Sarah is a young woman with a small child who wants to divorce
her husband; Inès is an older friend from a different
generation:
“Life’s not good,” Sarah says.
“When is it, tell me? When was it ever good?” Inès loses
her temper. “What’s the problem — does he drink?”
Sarah shakes her head.
“Does he go with other women?”
“No,” Sarah says.
“Does he bring home money?”
“That’s not the problem, Inès.”
“Then what is the problem? Tell me, I want to understand.”
[…]
“I don’t love him, I think,” Sarah says finally. “Ultimately,
I
suppose I don’t love him.”
… “You love him, you don’t love him — who loves anyone
anyway? Children, you love. That’s love.”
Divorced myself and in the “dating” scene for eight years, I’ve
met many Sarahs (the one in the novel indeed divorces her husband,
though with other complications). They typically have husbands who
are decent sorts, who love their kids and are loved by them, but
whom the “Sarahs” eventually find deficient in some way — unable
to communicate feelings, lacking in understanding, no longer
meeting expectations of “love.” Apart from personal impressions,
studies find that at least two-thirds of divorces in both Israel
and the U.S. are now initiated by women, and a quick cruise of the
Internet reveals that this is now the reality throughout the
Western world.
It’s a disconcerting reality, one that, I think, is not
addressed much because of fear of offending women as a group. We
may have come a long way since women were associated too narrowly
with nurture; but we seem to have reached the opposite pole. Women
now take the lead, by far, in dissolving families for reasons that
usually are less than clear-cut.
We can speculate why this is so. Feminist assertiveness may have
pushed women so far in that direction that it starts to verge on
heedlessness. Media sentimentality about “love,” to which women may
be more sensitive, may indeed have created expectations that few
real-life marriages can meet. Or it may be that our era has
stumbled upon a discovery: now that the playing field is level,
with little or no religious or societal sanction against divorce,
and with most women able to survive financially without their
husbands, could it be we’re finding out that — contrary to the
lore and assumptions of the ages — women just don’t like men that
much?
Indeed, the ex-husbands who are described by many of the
divorcées I meet don’t sound like such appealing creatures.

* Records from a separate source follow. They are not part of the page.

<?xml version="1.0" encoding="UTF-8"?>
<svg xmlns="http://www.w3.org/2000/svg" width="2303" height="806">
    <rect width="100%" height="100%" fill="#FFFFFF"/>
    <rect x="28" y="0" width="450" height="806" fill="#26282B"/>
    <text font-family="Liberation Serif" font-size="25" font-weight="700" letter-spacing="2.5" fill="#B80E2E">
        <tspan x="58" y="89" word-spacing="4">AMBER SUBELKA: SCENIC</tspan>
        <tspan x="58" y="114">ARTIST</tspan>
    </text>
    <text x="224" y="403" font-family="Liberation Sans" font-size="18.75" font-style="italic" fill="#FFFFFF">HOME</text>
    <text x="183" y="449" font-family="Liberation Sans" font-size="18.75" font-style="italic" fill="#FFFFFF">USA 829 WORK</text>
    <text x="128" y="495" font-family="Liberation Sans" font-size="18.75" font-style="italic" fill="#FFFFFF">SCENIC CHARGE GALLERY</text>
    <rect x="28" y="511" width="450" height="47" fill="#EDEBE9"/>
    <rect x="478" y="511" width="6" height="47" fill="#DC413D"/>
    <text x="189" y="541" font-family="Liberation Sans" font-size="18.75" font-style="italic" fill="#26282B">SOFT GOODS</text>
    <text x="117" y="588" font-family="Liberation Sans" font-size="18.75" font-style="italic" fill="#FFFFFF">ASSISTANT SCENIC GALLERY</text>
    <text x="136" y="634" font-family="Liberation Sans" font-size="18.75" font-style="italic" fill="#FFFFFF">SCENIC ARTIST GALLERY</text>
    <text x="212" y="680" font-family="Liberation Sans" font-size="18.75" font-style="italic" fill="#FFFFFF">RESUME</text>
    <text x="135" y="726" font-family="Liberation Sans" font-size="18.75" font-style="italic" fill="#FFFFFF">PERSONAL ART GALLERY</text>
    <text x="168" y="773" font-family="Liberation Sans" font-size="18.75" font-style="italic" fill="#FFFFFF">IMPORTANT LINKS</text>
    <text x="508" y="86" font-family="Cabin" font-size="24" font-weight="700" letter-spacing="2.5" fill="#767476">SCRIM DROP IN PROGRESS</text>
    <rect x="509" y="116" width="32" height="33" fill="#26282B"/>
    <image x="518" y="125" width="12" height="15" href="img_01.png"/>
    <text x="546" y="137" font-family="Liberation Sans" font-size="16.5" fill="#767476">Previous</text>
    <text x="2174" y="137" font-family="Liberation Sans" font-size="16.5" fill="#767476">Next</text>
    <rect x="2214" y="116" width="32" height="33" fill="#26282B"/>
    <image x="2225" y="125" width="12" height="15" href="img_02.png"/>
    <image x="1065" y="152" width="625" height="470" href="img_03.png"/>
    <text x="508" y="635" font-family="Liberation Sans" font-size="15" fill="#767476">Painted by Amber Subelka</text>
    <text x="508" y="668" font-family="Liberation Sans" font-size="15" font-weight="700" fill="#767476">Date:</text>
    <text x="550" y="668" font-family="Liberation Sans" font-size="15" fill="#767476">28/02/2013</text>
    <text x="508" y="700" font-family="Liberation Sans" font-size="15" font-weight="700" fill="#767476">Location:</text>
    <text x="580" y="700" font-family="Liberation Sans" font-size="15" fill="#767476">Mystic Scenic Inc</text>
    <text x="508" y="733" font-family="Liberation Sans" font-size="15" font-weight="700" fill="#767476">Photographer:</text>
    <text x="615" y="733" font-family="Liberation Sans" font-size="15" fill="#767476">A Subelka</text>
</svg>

They keep their feelings to themselves, come home after a long day
of work and just expect physical needs to be met, don’t bother to
find out who their mate really is and what her inner terrain looks
like. Since I’m often in a situation where I’m hoping to be liked
myself, I don’t say what’s on my mind at such moments: “Yes, I
understand, but maybe these are just limitations that are common
among the male species? Maybe, since he was decent and responsible,
you could have sought the things you lacked elsewhere — among
friends and relatives — and accepted that this person was never
going to live up to your dreams and answer all your needs?” But I’m
starting to sound like Inès in the novel …
With both my old country and my adopted country engaged in a
deadly war against terror (some would say it’s the same war, some
insist it’s two different ones), one might ask if there aren’t more
urgent things going on than speculations about male-female
relations. Except that I think it’s connected; in both Israel and
the U.S., the part of the society in which the divorce culture is
strongest is also the part that most tends to deny that there’s a
need to fight, and to blame the country itself for the war instead
of the cold-blooded killers who are attacking it. And in Western
Europe, where the family is dying out, they refuse to fight
altogether. That’s another question we should probably be asking,
and might be worth a study or two: Is the divorce culture
compatible with patriotism? If people, in childhood, experience
having a decent father move to a different apartment, are they as
likely to identify with the larger society when they grow up?